List, from the lines below, each one with "main" in it.

______

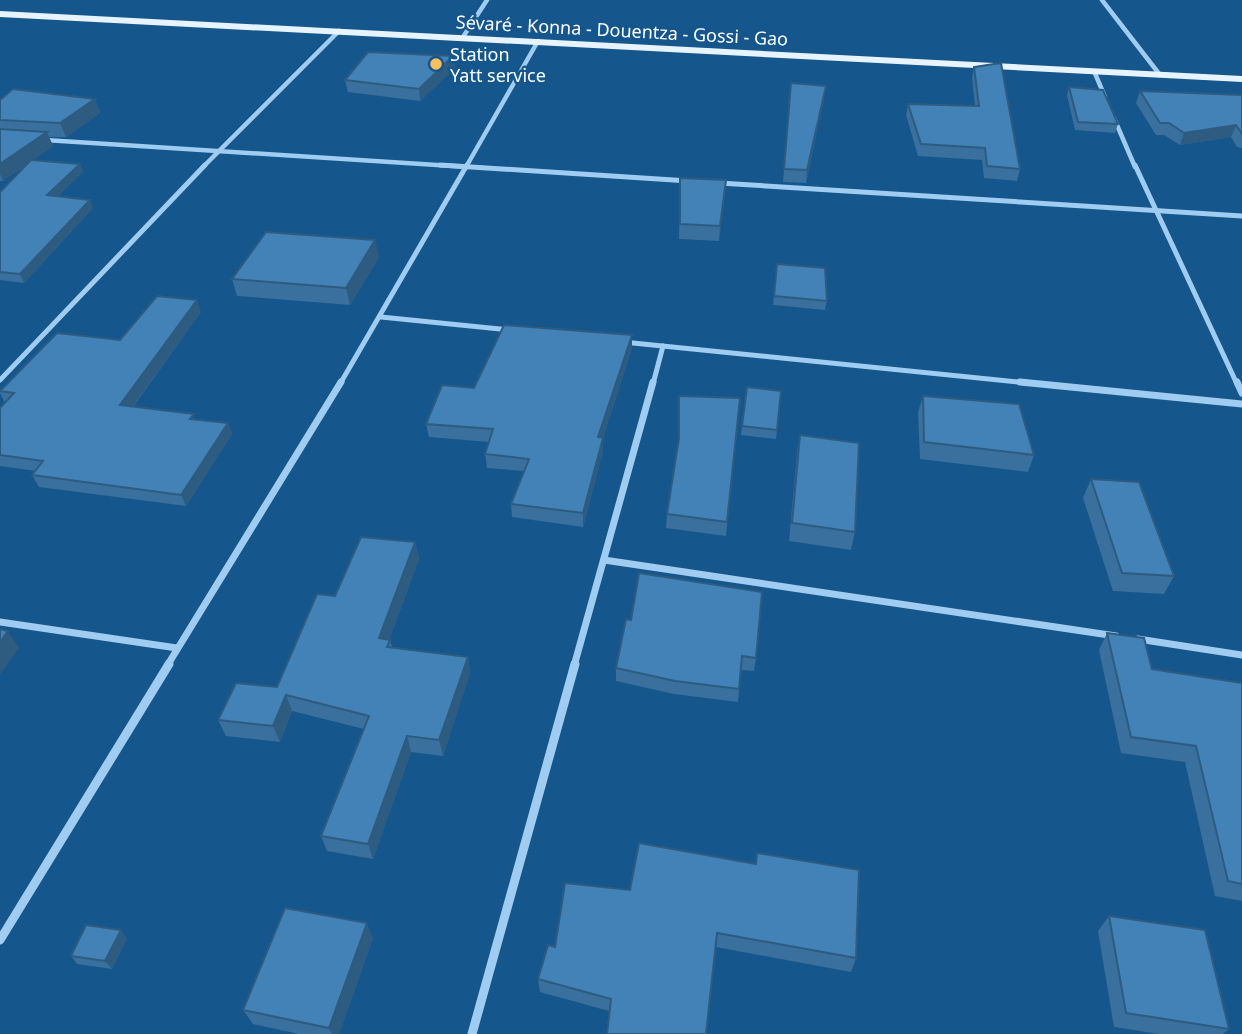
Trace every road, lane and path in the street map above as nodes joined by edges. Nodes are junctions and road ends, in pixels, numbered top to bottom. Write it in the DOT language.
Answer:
graph roads {
  1 [pos="487,0"];
  2 [pos="1102,0"];
  3 [pos="0,14"];
  4 [pos="339,31"];
  5 [pos="463,37"];
  6 [pos="538,41"];
  7 [pos="1094,71"];
  8 [pos="1160,75"];
  9 [pos="1242,79"];
  10 [pos="41,140"];
  11 [pos="218,151"];
  12 [pos="466,167"];
  13 [pos="700,182"];
  14 [pos="714,183"];
  15 [pos="1154,210"];
  16 [pos="1242,216"];
  17 [pos="381,317"];
  18 [pos="516,331"];
  19 [pos="610,340"];
  20 [pos="663,346"];
  21 [pos="0,380"];
  22 [pos="1242,393"];
  23 [pos="1242,404"];
  24 [pos="604,560"];
  25 [pos="0,622"];
  26 [pos="1120,636"];
  27 [pos="1133,638"];
  28 [pos="177,648"];
  29 [pos="1242,654"];
  30 [pos="0,940"];
  31 [pos="472,1034"];
  1 -- 5 [label="street"];
  2 -- 8 [label="street"];
  3 -- 4 [label="main road, Sévaré - Konna - Douentza - Gossi - Gao"];
  4 -- 5 [label="main road, Sévaré - Konna - Douentza - Gossi - Gao"];
  4 -- 11 [label="street"];
  5 -- 6 [label="main road, Sévaré - Konna - Douentza - Gossi - Gao"];
  6 -- 7 [label="main road, Sévaré - Konna - Douentza - Gossi - Gao"];
  6 -- 12 [label="street"];
  7 -- 8 [label="main road, Sévaré - Konna - Douentza - Gossi - Gao"];
  7 -- 15 [label="street"];
  8 -- 9 [label="main road, Sévaré - Konna - Douentza - Gossi - Gao"];
  10 -- 11 [label="street"];
  11 -- 12 [label="street"];
  11 -- 21 [label="street"];
  12 -- 13 [label="street"];
  12 -- 17 [label="street"];
  14 -- 15 [label="street"];
  15 -- 16 [label="street"];
  15 -- 22 [label="street"];
  17 -- 18 [label="street"];
  17 -- 28 [label="street"];
  19 -- 20 [label="street"];
  20 -- 23 [label="street"];
  20 -- 24 [label="street"];
  24 -- 26 [label="street"];
  24 -- 31 [label="street"];
  25 -- 28 [label="street"];
  27 -- 29 [label="street"];
  28 -- 30 [label="street"];
}
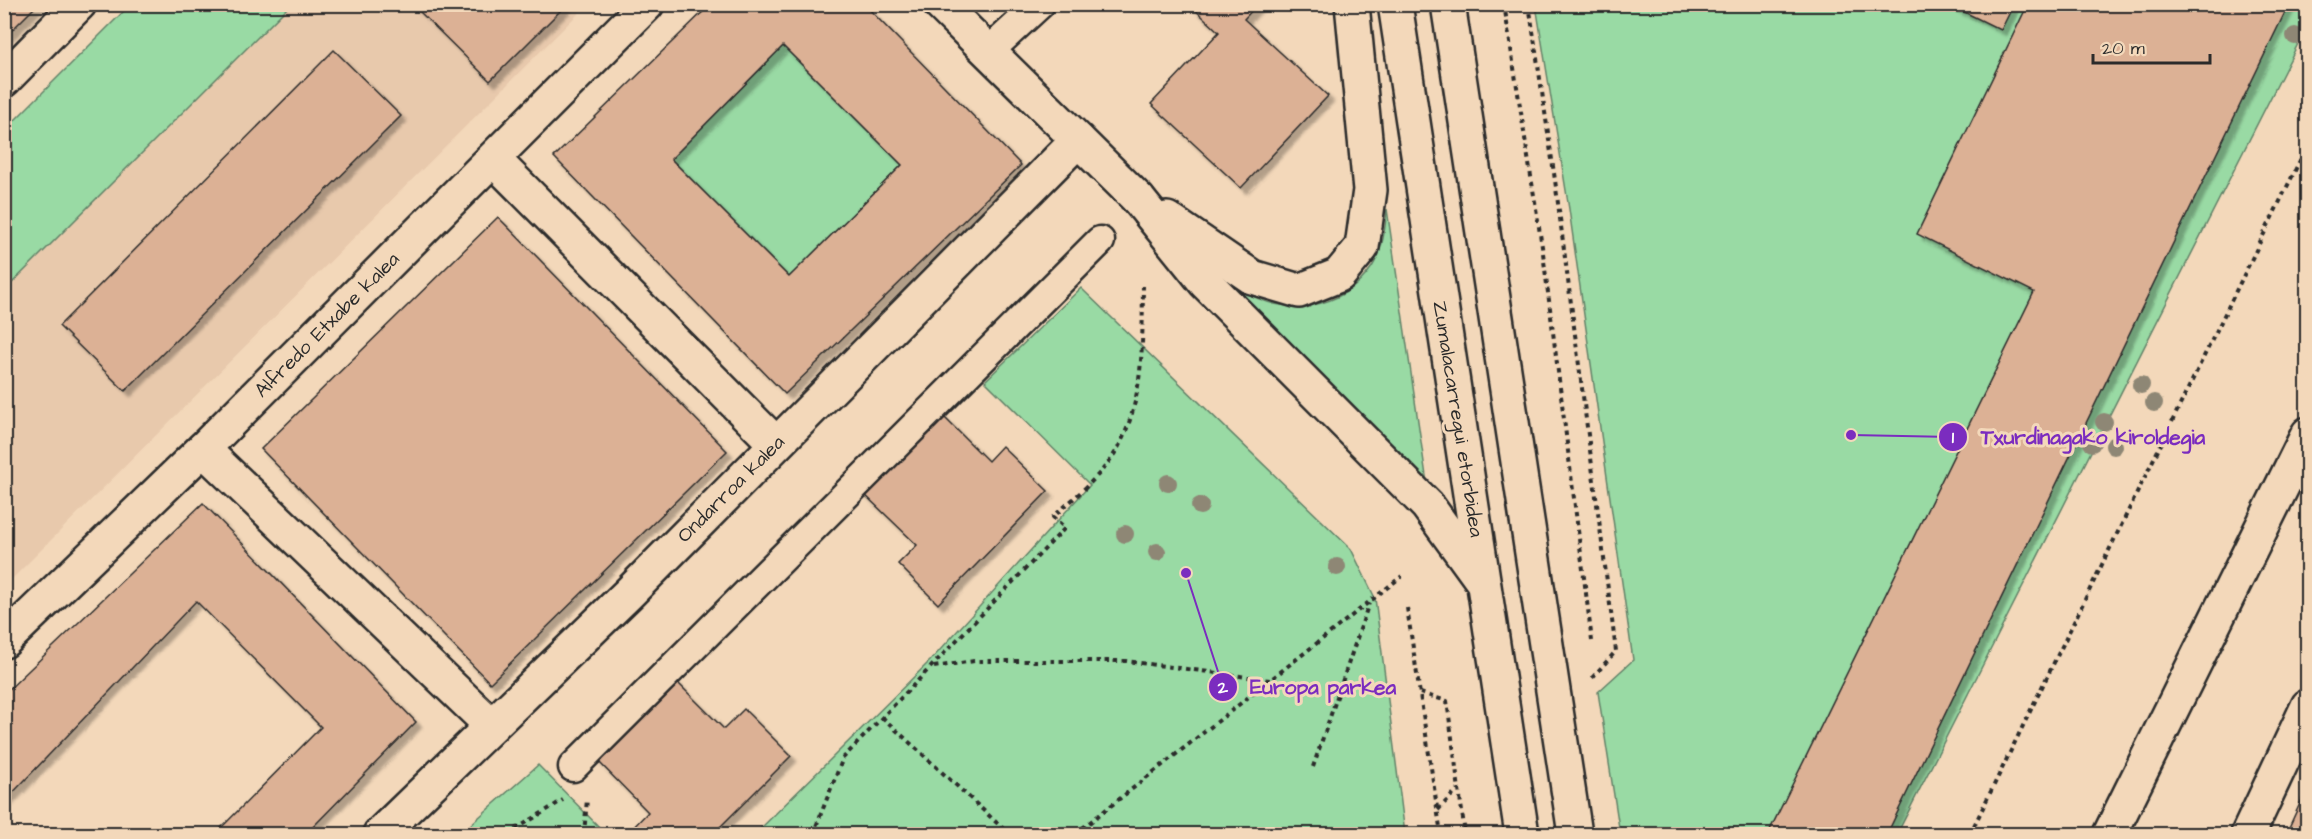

______

Result for this task
  3 -- 4 [label="main road, Sévaré - Konna - Douentza - Gossi - Gao"];
  4 -- 5 [label="main road, Sévaré - Konna - Douentza - Gossi - Gao"];
  5 -- 6 [label="main road, Sévaré - Konna - Douentza - Gossi - Gao"];
  6 -- 7 [label="main road, Sévaré - Konna - Douentza - Gossi - Gao"];
  7 -- 8 [label="main road, Sévaré - Konna - Douentza - Gossi - Gao"];
  8 -- 9 [label="main road, Sévaré - Konna - Douentza - Gossi - Gao"];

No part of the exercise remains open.